Assignment:
Repeat the records in full. No pictures belong in the copy.

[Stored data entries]

[Start of section]

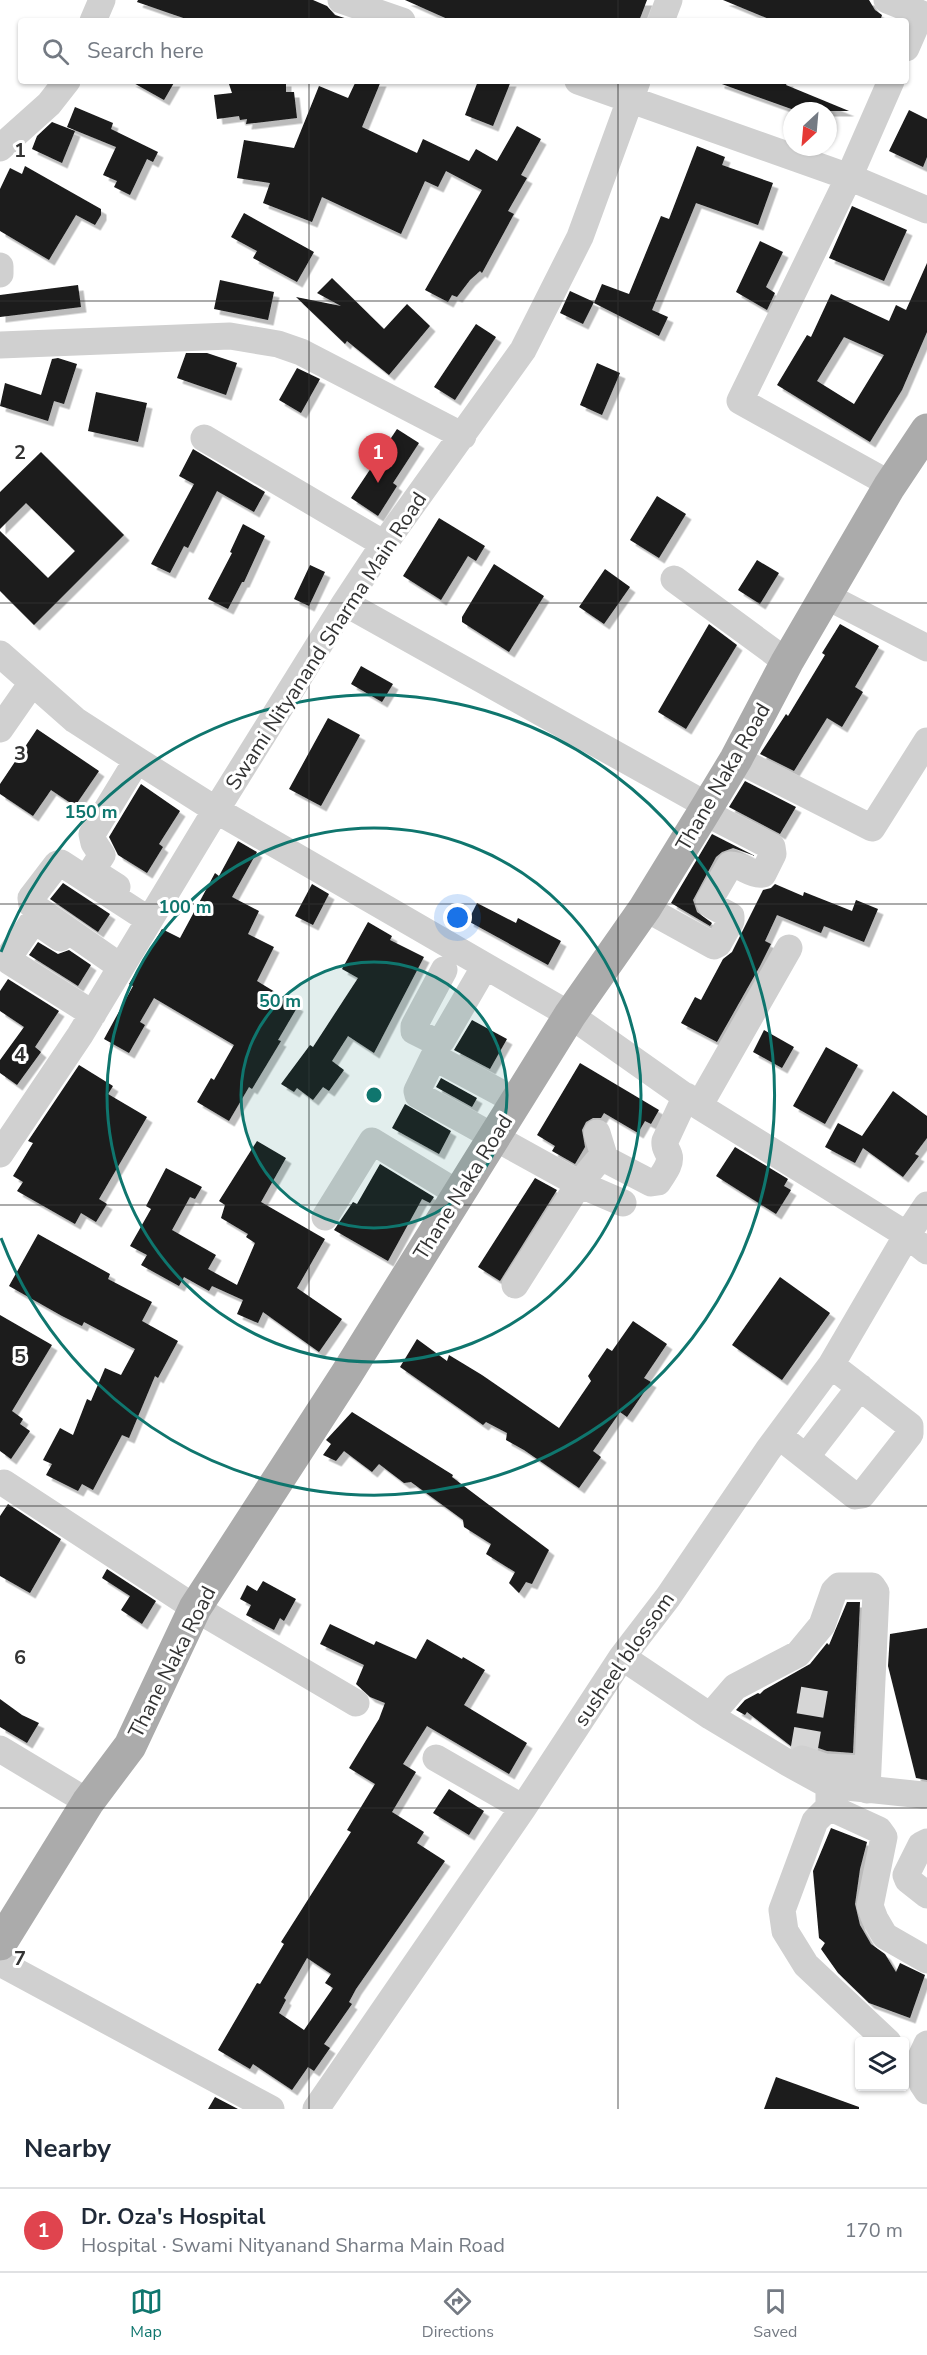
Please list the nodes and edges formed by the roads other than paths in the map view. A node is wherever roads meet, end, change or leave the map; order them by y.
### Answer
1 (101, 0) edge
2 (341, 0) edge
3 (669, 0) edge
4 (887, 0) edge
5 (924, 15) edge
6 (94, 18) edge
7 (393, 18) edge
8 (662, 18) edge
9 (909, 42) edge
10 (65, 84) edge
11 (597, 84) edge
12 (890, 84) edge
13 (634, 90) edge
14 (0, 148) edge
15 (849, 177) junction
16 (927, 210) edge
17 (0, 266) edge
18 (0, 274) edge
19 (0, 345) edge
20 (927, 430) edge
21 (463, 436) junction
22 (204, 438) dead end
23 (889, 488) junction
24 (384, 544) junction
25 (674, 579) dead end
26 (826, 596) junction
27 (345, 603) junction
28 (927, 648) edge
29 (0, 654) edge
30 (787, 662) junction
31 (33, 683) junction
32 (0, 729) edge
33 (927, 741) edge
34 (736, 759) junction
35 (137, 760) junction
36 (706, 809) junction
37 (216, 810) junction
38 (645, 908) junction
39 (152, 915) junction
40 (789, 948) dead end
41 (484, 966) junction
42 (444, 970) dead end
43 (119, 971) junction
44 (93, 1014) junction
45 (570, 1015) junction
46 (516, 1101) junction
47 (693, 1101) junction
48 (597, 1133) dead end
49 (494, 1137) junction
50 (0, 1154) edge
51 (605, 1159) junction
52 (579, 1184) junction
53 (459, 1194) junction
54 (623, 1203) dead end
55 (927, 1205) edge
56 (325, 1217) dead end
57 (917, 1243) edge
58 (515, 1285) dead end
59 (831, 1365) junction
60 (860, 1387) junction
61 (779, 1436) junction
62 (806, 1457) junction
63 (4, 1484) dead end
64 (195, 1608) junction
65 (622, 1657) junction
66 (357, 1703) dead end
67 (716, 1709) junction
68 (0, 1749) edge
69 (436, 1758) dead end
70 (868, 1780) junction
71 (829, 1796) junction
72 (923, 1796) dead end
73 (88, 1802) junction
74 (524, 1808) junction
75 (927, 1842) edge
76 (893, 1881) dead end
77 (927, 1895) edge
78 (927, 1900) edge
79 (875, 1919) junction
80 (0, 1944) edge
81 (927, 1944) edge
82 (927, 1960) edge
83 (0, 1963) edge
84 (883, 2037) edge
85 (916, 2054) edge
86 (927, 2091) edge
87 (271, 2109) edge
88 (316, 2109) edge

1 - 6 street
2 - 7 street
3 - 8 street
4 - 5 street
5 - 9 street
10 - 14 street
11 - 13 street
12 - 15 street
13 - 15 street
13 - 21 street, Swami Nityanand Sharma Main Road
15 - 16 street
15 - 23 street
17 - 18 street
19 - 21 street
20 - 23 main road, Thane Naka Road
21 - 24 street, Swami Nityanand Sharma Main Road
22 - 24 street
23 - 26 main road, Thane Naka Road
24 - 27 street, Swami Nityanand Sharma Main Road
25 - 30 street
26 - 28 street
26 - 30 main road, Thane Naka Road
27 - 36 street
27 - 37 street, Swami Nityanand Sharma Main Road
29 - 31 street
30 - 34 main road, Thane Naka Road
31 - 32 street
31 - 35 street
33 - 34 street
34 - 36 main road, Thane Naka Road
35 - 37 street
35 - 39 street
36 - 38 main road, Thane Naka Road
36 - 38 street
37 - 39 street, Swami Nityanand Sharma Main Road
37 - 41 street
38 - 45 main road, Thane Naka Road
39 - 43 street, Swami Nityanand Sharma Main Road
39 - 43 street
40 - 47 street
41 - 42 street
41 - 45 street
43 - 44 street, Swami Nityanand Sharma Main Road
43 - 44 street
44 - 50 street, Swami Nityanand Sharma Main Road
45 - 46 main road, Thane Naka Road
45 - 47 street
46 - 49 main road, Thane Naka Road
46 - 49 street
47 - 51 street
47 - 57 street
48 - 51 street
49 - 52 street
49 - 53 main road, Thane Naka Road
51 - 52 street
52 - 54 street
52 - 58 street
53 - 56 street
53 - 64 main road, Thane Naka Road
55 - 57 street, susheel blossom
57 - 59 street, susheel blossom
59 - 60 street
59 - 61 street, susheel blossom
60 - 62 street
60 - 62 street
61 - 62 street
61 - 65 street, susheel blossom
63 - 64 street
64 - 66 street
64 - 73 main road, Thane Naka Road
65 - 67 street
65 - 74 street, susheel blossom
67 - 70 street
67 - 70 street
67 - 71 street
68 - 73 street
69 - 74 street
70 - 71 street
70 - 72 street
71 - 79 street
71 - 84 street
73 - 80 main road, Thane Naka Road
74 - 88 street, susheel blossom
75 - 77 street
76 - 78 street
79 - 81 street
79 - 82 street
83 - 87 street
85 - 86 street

[End of section]

Worked solution:
Please list the nodes and edges formed by the roads other than paths in the map view. A node is wherever roads meet, end, change or leave the map; order them by y.
### Answer
1 (101, 0) edge
2 (341, 0) edge
3 (669, 0) edge
4 (887, 0) edge
5 (924, 15) edge
6 (94, 18) edge
7 (393, 18) edge
8 (662, 18) edge
9 (909, 42) edge
10 (65, 84) edge
11 (597, 84) edge
12 (890, 84) edge
13 (634, 90) edge
14 (0, 148) edge
15 (849, 177) junction
16 (927, 210) edge
17 (0, 266) edge
18 (0, 274) edge
19 (0, 345) edge
20 (927, 430) edge
21 (463, 436) junction
22 (204, 438) dead end
23 (889, 488) junction
24 (384, 544) junction
25 (674, 579) dead end
26 (826, 596) junction
27 (345, 603) junction
28 (927, 648) edge
29 (0, 654) edge
30 (787, 662) junction
31 (33, 683) junction
32 (0, 729) edge
33 (927, 741) edge
34 (736, 759) junction
35 (137, 760) junction
36 (706, 809) junction
37 (216, 810) junction
38 (645, 908) junction
39 (152, 915) junction
40 (789, 948) dead end
41 (484, 966) junction
42 (444, 970) dead end
43 (119, 971) junction
44 (93, 1014) junction
45 (570, 1015) junction
46 (516, 1101) junction
47 (693, 1101) junction
48 (597, 1133) dead end
49 (494, 1137) junction
50 (0, 1154) edge
51 (605, 1159) junction
52 (579, 1184) junction
53 (459, 1194) junction
54 (623, 1203) dead end
55 (927, 1205) edge
56 (325, 1217) dead end
57 (917, 1243) edge
58 (515, 1285) dead end
59 (831, 1365) junction
60 (860, 1387) junction
61 (779, 1436) junction
62 (806, 1457) junction
63 (4, 1484) dead end
64 (195, 1608) junction
65 (622, 1657) junction
66 (357, 1703) dead end
67 (716, 1709) junction
68 (0, 1749) edge
69 (436, 1758) dead end
70 (868, 1780) junction
71 (829, 1796) junction
72 (923, 1796) dead end
73 (88, 1802) junction
74 (524, 1808) junction
75 (927, 1842) edge
76 (893, 1881) dead end
77 (927, 1895) edge
78 (927, 1900) edge
79 (875, 1919) junction
80 (0, 1944) edge
81 (927, 1944) edge
82 (927, 1960) edge
83 (0, 1963) edge
84 (883, 2037) edge
85 (916, 2054) edge
86 (927, 2091) edge
87 (271, 2109) edge
88 (316, 2109) edge

1 - 6 street
2 - 7 street
3 - 8 street
4 - 5 street
5 - 9 street
10 - 14 street
11 - 13 street
12 - 15 street
13 - 15 street
13 - 21 street, Swami Nityanand Sharma Main Road
15 - 16 street
15 - 23 street
17 - 18 street
19 - 21 street
20 - 23 main road, Thane Naka Road
21 - 24 street, Swami Nityanand Sharma Main Road
22 - 24 street
23 - 26 main road, Thane Naka Road
24 - 27 street, Swami Nityanand Sharma Main Road
25 - 30 street
26 - 28 street
26 - 30 main road, Thane Naka Road
27 - 36 street
27 - 37 street, Swami Nityanand Sharma Main Road
29 - 31 street
30 - 34 main road, Thane Naka Road
31 - 32 street
31 - 35 street
33 - 34 street
34 - 36 main road, Thane Naka Road
35 - 37 street
35 - 39 street
36 - 38 main road, Thane Naka Road
36 - 38 street
37 - 39 street, Swami Nityanand Sharma Main Road
37 - 41 street
38 - 45 main road, Thane Naka Road
39 - 43 street, Swami Nityanand Sharma Main Road
39 - 43 street
40 - 47 street
41 - 42 street
41 - 45 street
43 - 44 street, Swami Nityanand Sharma Main Road
43 - 44 street
44 - 50 street, Swami Nityanand Sharma Main Road
45 - 46 main road, Thane Naka Road
45 - 47 street
46 - 49 main road, Thane Naka Road
46 - 49 street
47 - 51 street
47 - 57 street
48 - 51 street
49 - 52 street
49 - 53 main road, Thane Naka Road
51 - 52 street
52 - 54 street
52 - 58 street
53 - 56 street
53 - 64 main road, Thane Naka Road
55 - 57 street, susheel blossom
57 - 59 street, susheel blossom
59 - 60 street
59 - 61 street, susheel blossom
60 - 62 street
60 - 62 street
61 - 62 street
61 - 65 street, susheel blossom
63 - 64 street
64 - 66 street
64 - 73 main road, Thane Naka Road
65 - 67 street
65 - 74 street, susheel blossom
67 - 70 street
67 - 70 street
67 - 71 street
68 - 73 street
69 - 74 street
70 - 71 street
70 - 72 street
71 - 79 street
71 - 84 street
73 - 80 main road, Thane Naka Road
74 - 88 street, susheel blossom
75 - 77 street
76 - 78 street
79 - 81 street
79 - 82 street
83 - 87 street
85 - 86 street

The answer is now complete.